Yeah, kick out those religious nuts and make parochial schools just like those "super duper functional public schools" ...
You don't think very far ahead when you're typing do you? (here's a hint: Catholic Schools have a much higher graduation rate than public schools)
Tim Zank, you're not even smart enough to have any business calling her lawyer an "ambulance chaser," so you'll understand if I don't give much weight to your opinion of the legal question at hand. Which is basically all you've given, since you didn't address why the ministerial exception from the precedent should apply to non-minsterial employees.
You're also confusing "functional" with "successful" and assuming just graduating is the same thing as success.
Also, apparently you couldn't deduce what I was thinking ahead about, when you don't seem to remember my last paragraph from my first comment at all:
"Then again, this sort of thing reminds people what a backwards organization the church is, and hopefully moves it that much closer to dying out. Religions have died out before, it's not like the catholic version is somehow immune. (If they weren't worried about it, they wouldn't be running those "please please come back, you know you need me!" commercials that sound like the pleas of an abusive ex.)"
Sane people understand the left and their ambulance chasing trial lawyers penchant for destroying anything and everything that allows free people to accel and not adhere to the mediocrity of the marxists (in this case parochial schools). We completely understand your ideology is adamantly opposed to freedom.
You can keep trying to win an argument here by dissecting, obfuscating and twisting sentence by sentence and arguing over minute "bullet points" but it's futile, especially here at the equivalent of the "adult table".
You lose everytime.
Yes Zank, your rambling about marxist conspiracies and such makes you look comlpetely sane.

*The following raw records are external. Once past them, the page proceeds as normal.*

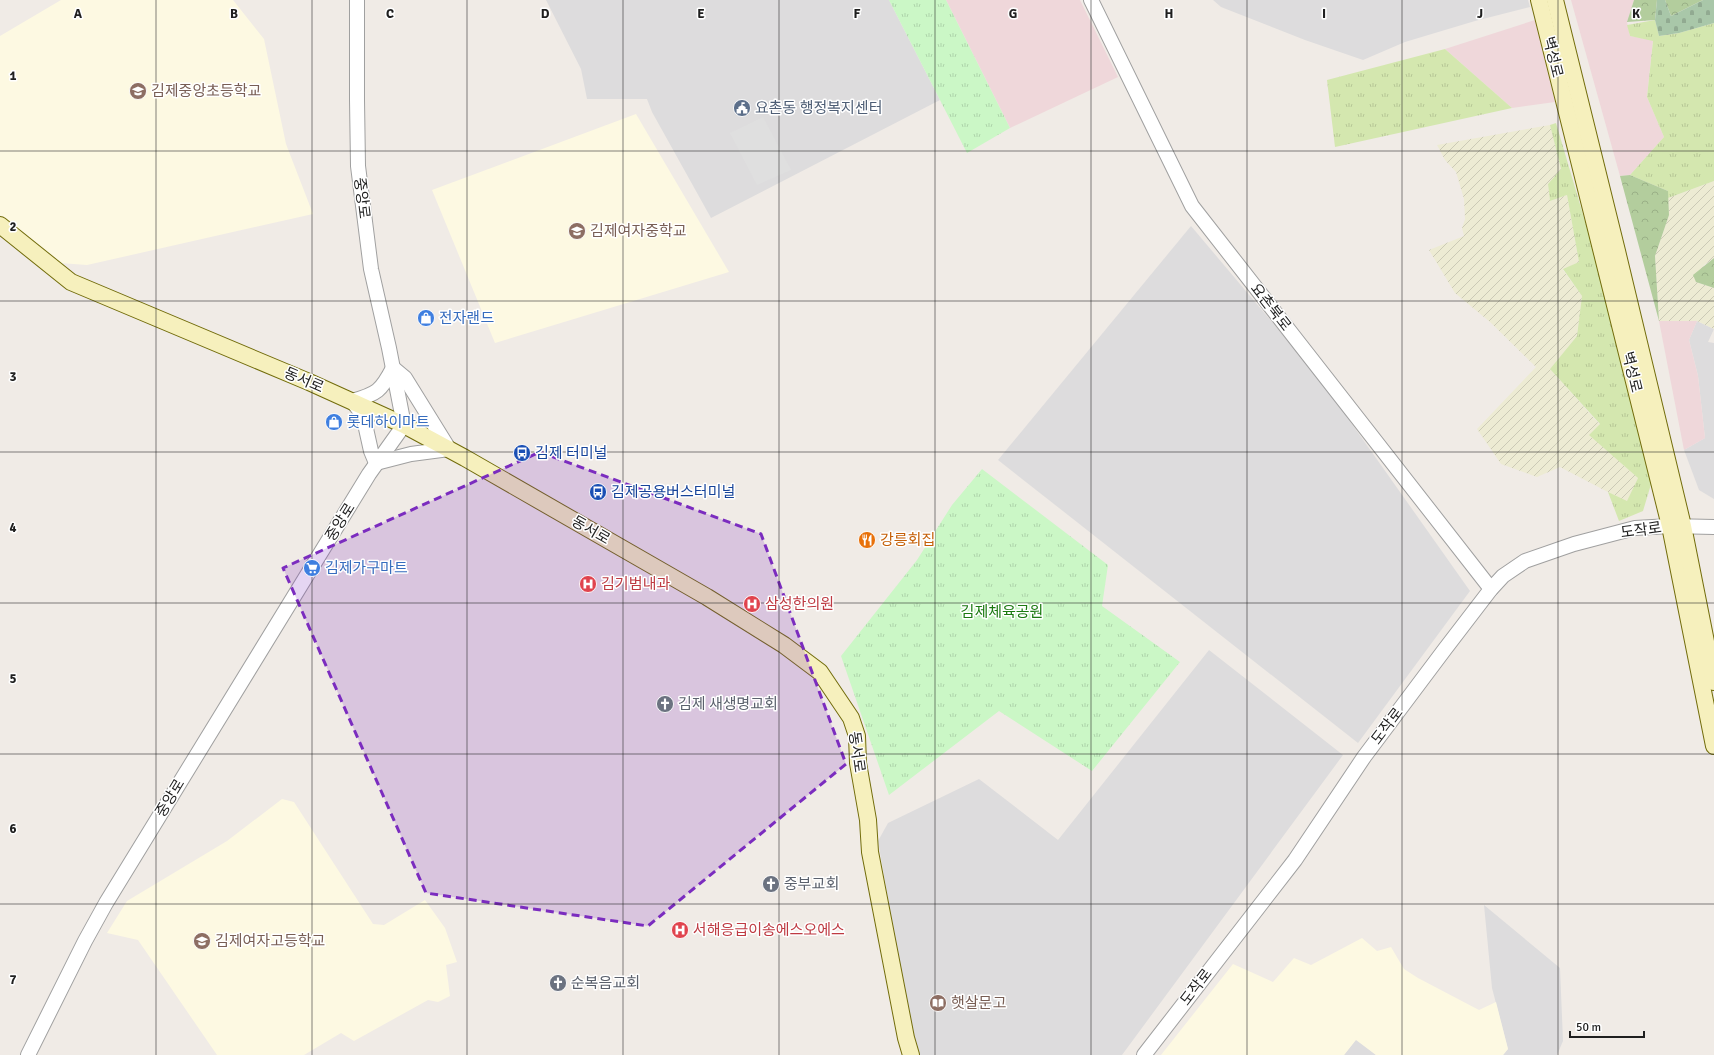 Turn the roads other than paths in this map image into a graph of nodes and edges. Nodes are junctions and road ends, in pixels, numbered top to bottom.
1 (357, 0) edge
2 (1092, 0) edge
3 (1539, 0) edge
4 (1555, 0) edge
5 (0, 225) edge
6 (393, 368) junction
7 (352, 401) junction
8 (404, 425) junction
9 (449, 449) junction
10 (376, 463) junction
11 (1676, 526) junction
12 (1714, 527) edge
13 (1491, 589) junction
14 (1714, 682) edge
15 (1714, 746) edge
16 (28, 1055) edge
17 (911, 1055) edge
18 (1144, 1055) edge

1 - 6 street, 중앙로
2 - 13 street, 요촌북로
3 - 11 main road, 벽성로
4 - 11 main road, 벽성로
5 - 7 main road, 동서로
6 - 7 street
6 - 8 street, 중앙로
6 - 9 street
7 - 8 main road, 동서로
7 - 10 street
8 - 9 main road, 동서로
8 - 10 street, 중앙로
9 - 10 street
9 - 17 main road, 동서로
10 - 16 street, 중앙로
11 - 12 street, 도작로
11 - 13 street, 도작로
11 - 14 main road, 벽성로
11 - 15 main road, 벽성로
13 - 18 street, 도작로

I'm not worried about winning arguments here, Zank. I do that any time I don't veer into the rightwing-nutbag territoryyou so gleefully occupy. XD
BTW, still haven't looked up "fisking," have you? I'm sure others have and are entertained. XD
No Marxist conspiracies on my part, I simply call a spade a spade. You are a Marxist, that's obvious and that's fine. What's baffling is why a devoted Marxist with an obvious personality disorder would spend so much time just antagonizing people on a small town conservative blog knowing full well you'll never change anyones mind about anything, you'll never "win" an argument, you'll never earn anyones respect, and you'll forever be thought of as an idiot.
Baffling....
I think Harl is right, you need to see Dr. Rick, even if it doesn't help at least you'd have some real human interaction besides just "you want fries with that?"....give it some consideration...
Ran out of actual responses to the topic and now you're just trying to make me feel bad, Zank?

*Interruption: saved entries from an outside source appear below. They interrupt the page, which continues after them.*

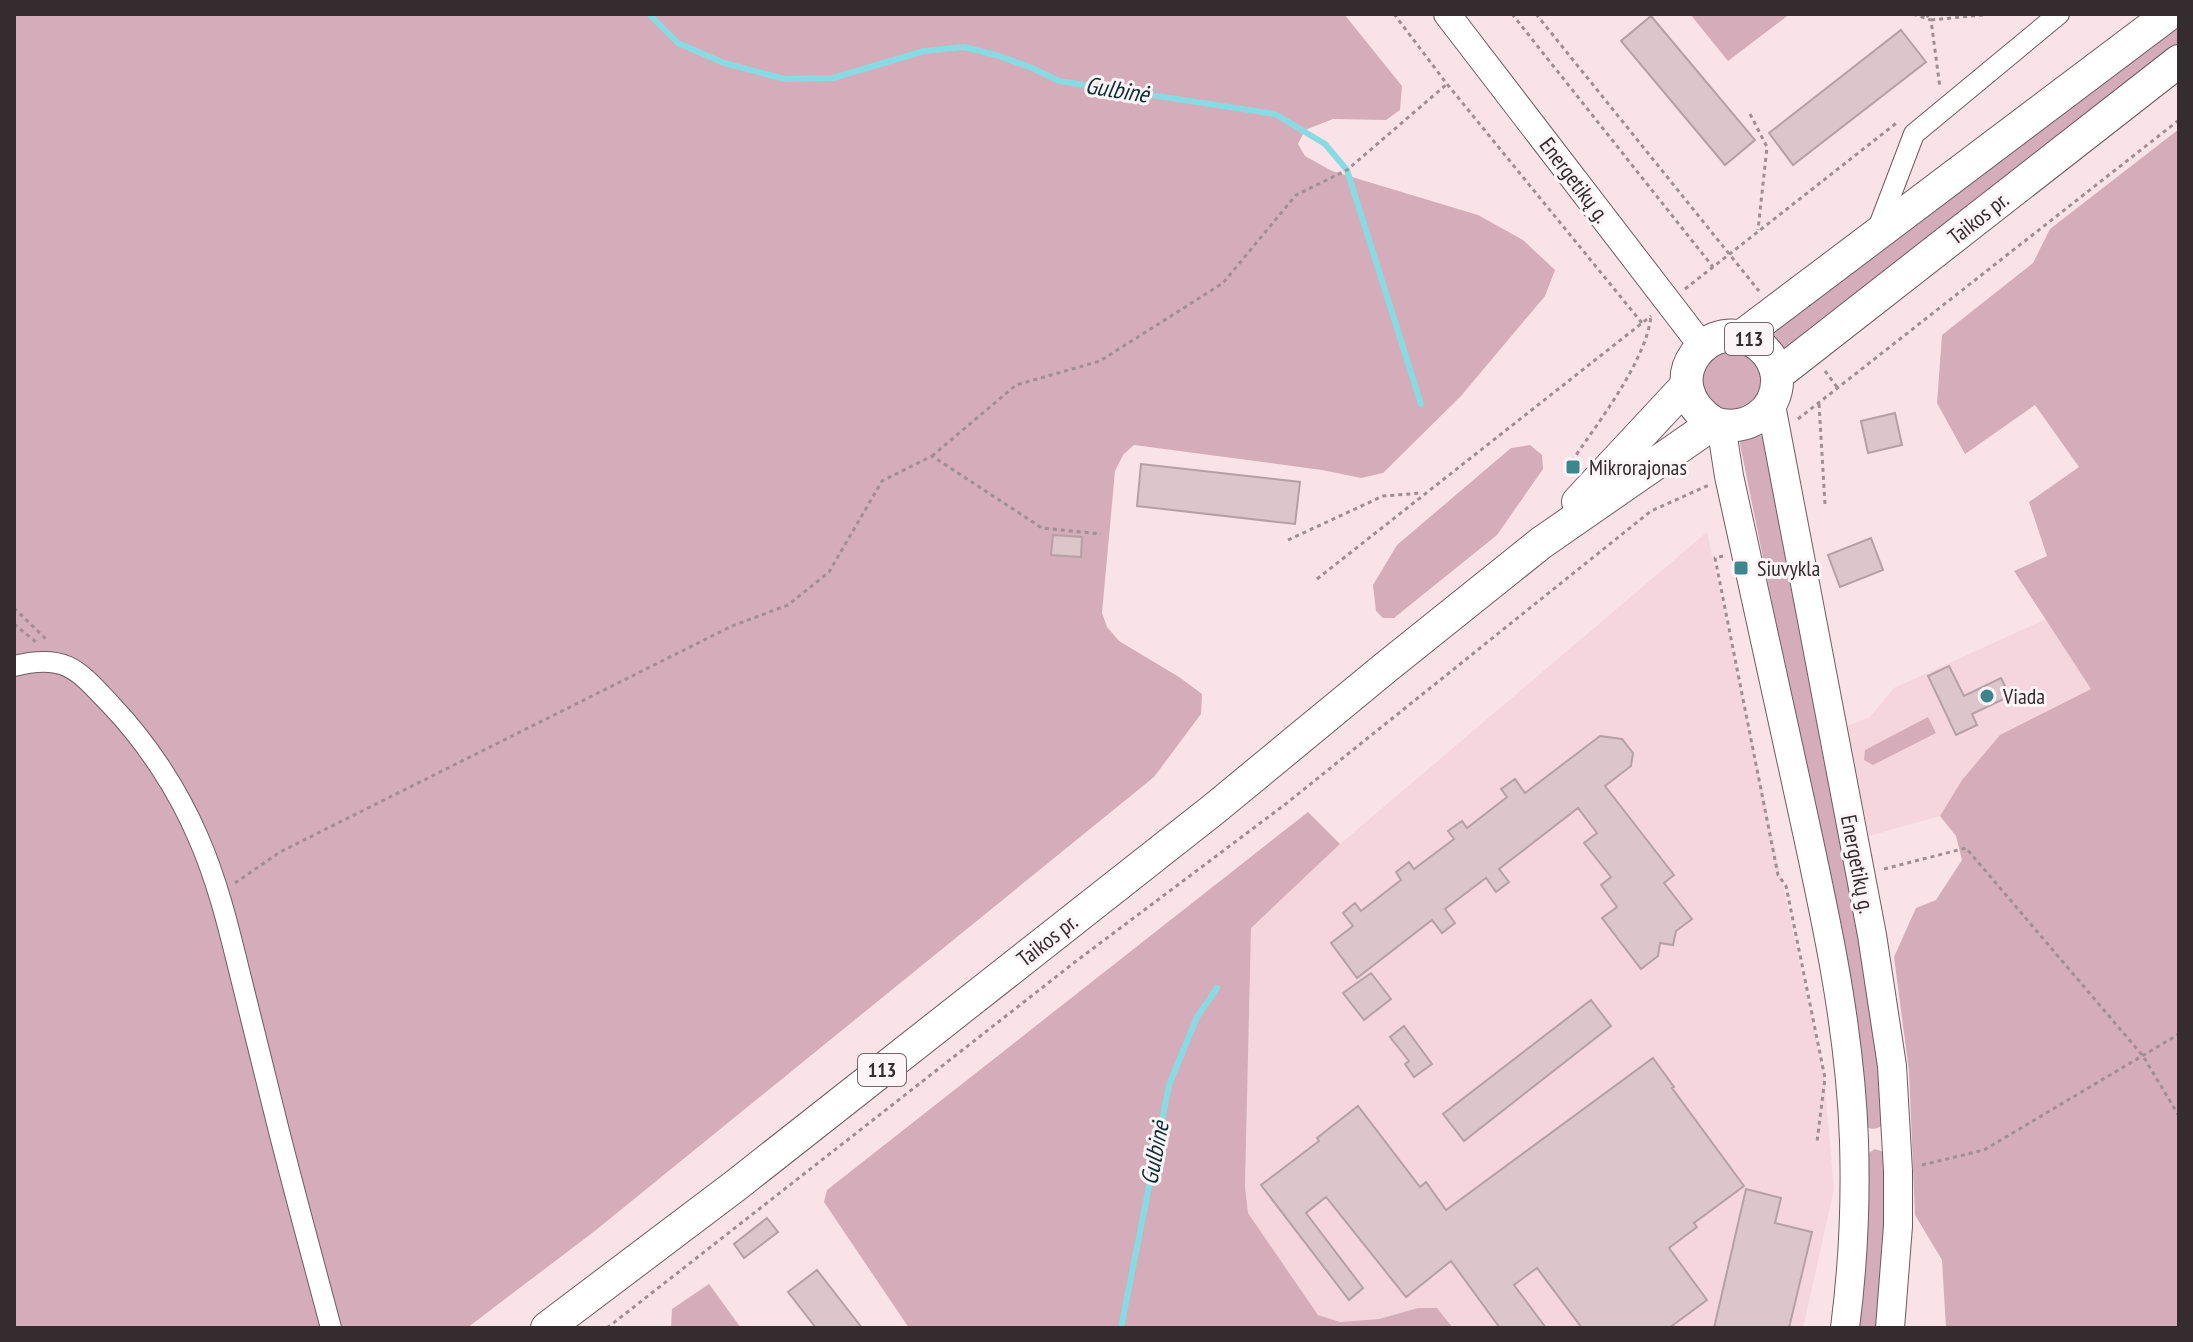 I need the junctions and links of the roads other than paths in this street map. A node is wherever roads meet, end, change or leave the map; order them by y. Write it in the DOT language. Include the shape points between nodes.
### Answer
graph roads {
  1 [pos="1447,14"];
  2 [pos="2059,14"];
  3 [pos="2169,14"];
  4 [pos="2179,61"];
  5 [pos="1875,236"];
  6 [pos="1742,336"];
  7 [pos="1702,346"];
  8 [pos="1686,386"];
  9 [pos="1775,405"];
  10 [pos="1717,424"];
  11 [pos="1541,543"];
  12 [pos="14,666"];
  13 [pos="1897,1137"];
  14 [pos="1854,1140"];
  15 [pos="331,1328"];
  16 [pos="547,1328"];
  17 [pos="1845,1328"];
  18 [pos="1890,1328"];
  1 -- 7 [label="street, Energetikų g." via="1659,309"];
  2 -- 5 [label="street" via="1914,134"];
  3 -- 5 [label="main road"];
  4 -- 9 [label="main road, Taikos pr."];
  5 -- 6 [label="main road"];
  6 -- 7 [label="main road, 113"];
  6 -- 9 [label="main road, 113" via="1773,361"];
  7 -- 8 [label="main road, Taikos pr. / 113" via="1687,371"];
  8 -- 10 [label="main road" via="1700,415"];
  8 -- 11 [label="main road, Taikos pr. / 113"];
  9 -- 10 [label="main road, Taikos pr. / 113" via="1749,423"];
  9 -- 13 [label="main road, Energetikų g." via="1883,996"];
  10 -- 11 [label="main road, Taikos pr. / 113"];
  10 -- 14 [label="main road, Energetikų g." via="1830,943"];
  11 -- 16 [label="main road, Taikos pr. / 113" via="1214,809"];
  12 -- 15 [label="street" via="56,661 92,685 135,731 198,836 219,894"];
  13 -- 14 [label="main road"];
  13 -- 18 [label="main road, Energetikų g." via="1898,1226"];
  14 -- 17 [label="main road, Energetikų g." via="1855,1236"];
}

Now we know you've lost. ;D
Nothin' to respond to, seek help.
Wow, any discussion with "The Cap'n" seems to turn into the intellectual version of Gresham's Law.

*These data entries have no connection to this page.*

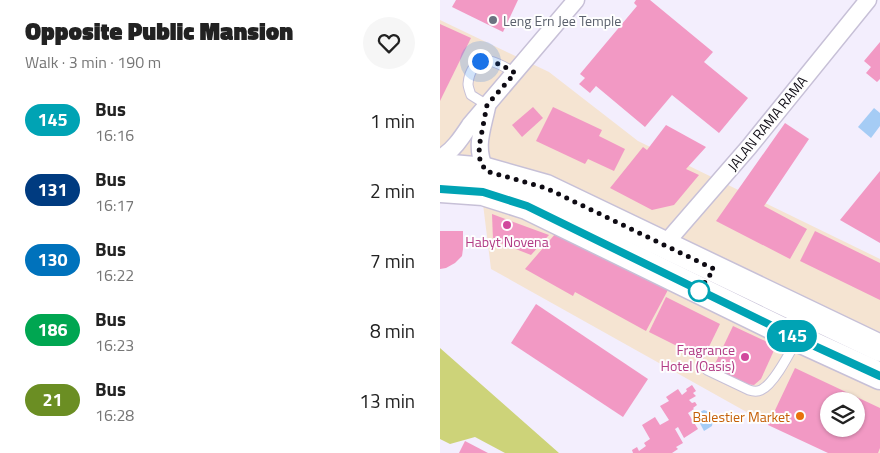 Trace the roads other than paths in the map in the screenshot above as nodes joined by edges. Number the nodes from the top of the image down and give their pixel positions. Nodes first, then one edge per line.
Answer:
1 (576, 0) edge
2 (868, 0) edge
3 (515, 73) junction
4 (487, 105) junction
5 (440, 158) edge
6 (440, 167) edge
7 (486, 171) junction
8 (440, 189) edge
9 (664, 245) junction
10 (797, 338) junction
11 (880, 348) edge
12 (707, 370) dead end
13 (880, 376) edge

1 - 3 street
2 - 9 street, JALAN RAMA RAMA
3 - 4 street
3 - 4 lane
4 - 5 street
4 - 7 street
6 - 7 main road
7 - 9 main road
8 - 10 main road
9 - 11 main road
10 - 12 lane
10 - 13 main road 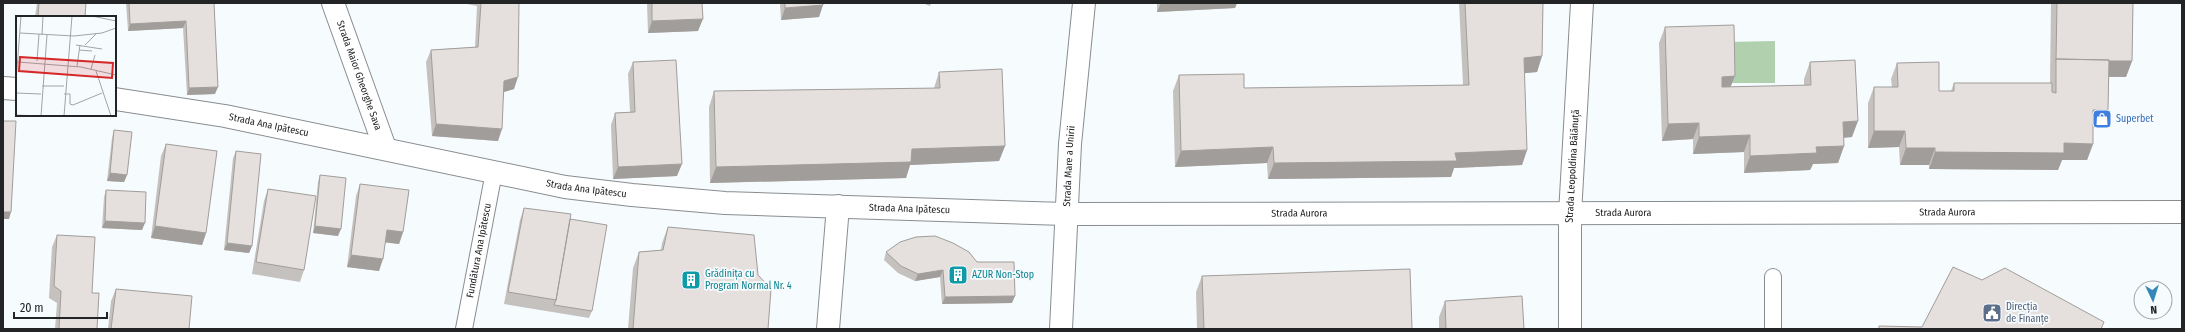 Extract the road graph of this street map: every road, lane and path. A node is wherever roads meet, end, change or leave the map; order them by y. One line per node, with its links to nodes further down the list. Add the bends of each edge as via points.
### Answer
1 (333, 3): 7 (street, Strada Maior Gheorghe Sava)
2 (1084, 3): 11 (street, Strada Mare a Unirii)
3 (1582, 3): 12 (street, Strada Leopoldina Bălănuță)
4 (3, 88): 5 (street)
5 (16, 89)
6 (116, 99): 7 (street, Strada Ana Ipătescu, via 225,116)
7 (385, 148): 8 (street, Strada Ana Ipătescu)
8 (494, 172): 9 (street, Strada Ana Ipătescu, via 565,186 632,195 725,203); 14 (lane, Fundătura Ana Ipătescu)
9 (838, 206): 11 (street, Strada Ana Ipătescu); 15 (street)
10 (2182, 212): 12 (street, Strada Aurora, via 1861,211)
11 (1065, 214): 12 (street, Strada Aurora); 16 (street, Strada Mare a Unirii)
12 (1570, 214): 17 (street, Strada Leopoldina Bălănuță)
13 (1773, 277): 18 (lane)
14 (464, 329)
15 (828, 329)
16 (1061, 329)
17 (1570, 329)
18 (1773, 329)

Somebody's got to stand up to Tim Zank's aggressive stupidity.
But it doesn't really get stupid until Rebecca Mallory stops by to throw in a personal attack and nothing else.
So this is a "small town conservative blog?" Last I checked, Fort Wayne was the second largest city in Indiana. I believed the City of Churches is constantly trying to market itself as a big city destination, hence a downtown minor league ballpark, among other attempts to shed itself of this "we are a conservative small town" stereotype.
Than again, maybe that's why this site has only the half dozen or so people regularly responding to it.
AJ
Andrew, are you surprised we agree on Ft Wayne being a conservative small town? I know from your previous posts you consider Ft Wayne to be the armpit of the world, what with it's double coupons and all, so I assume someone with your sensibilities must be quite satisfied living in the cultural mecca that is Ft Myers?
Yes we agree. Fort Wayne is a big city when it suits our arguments; a little one when it doesn't.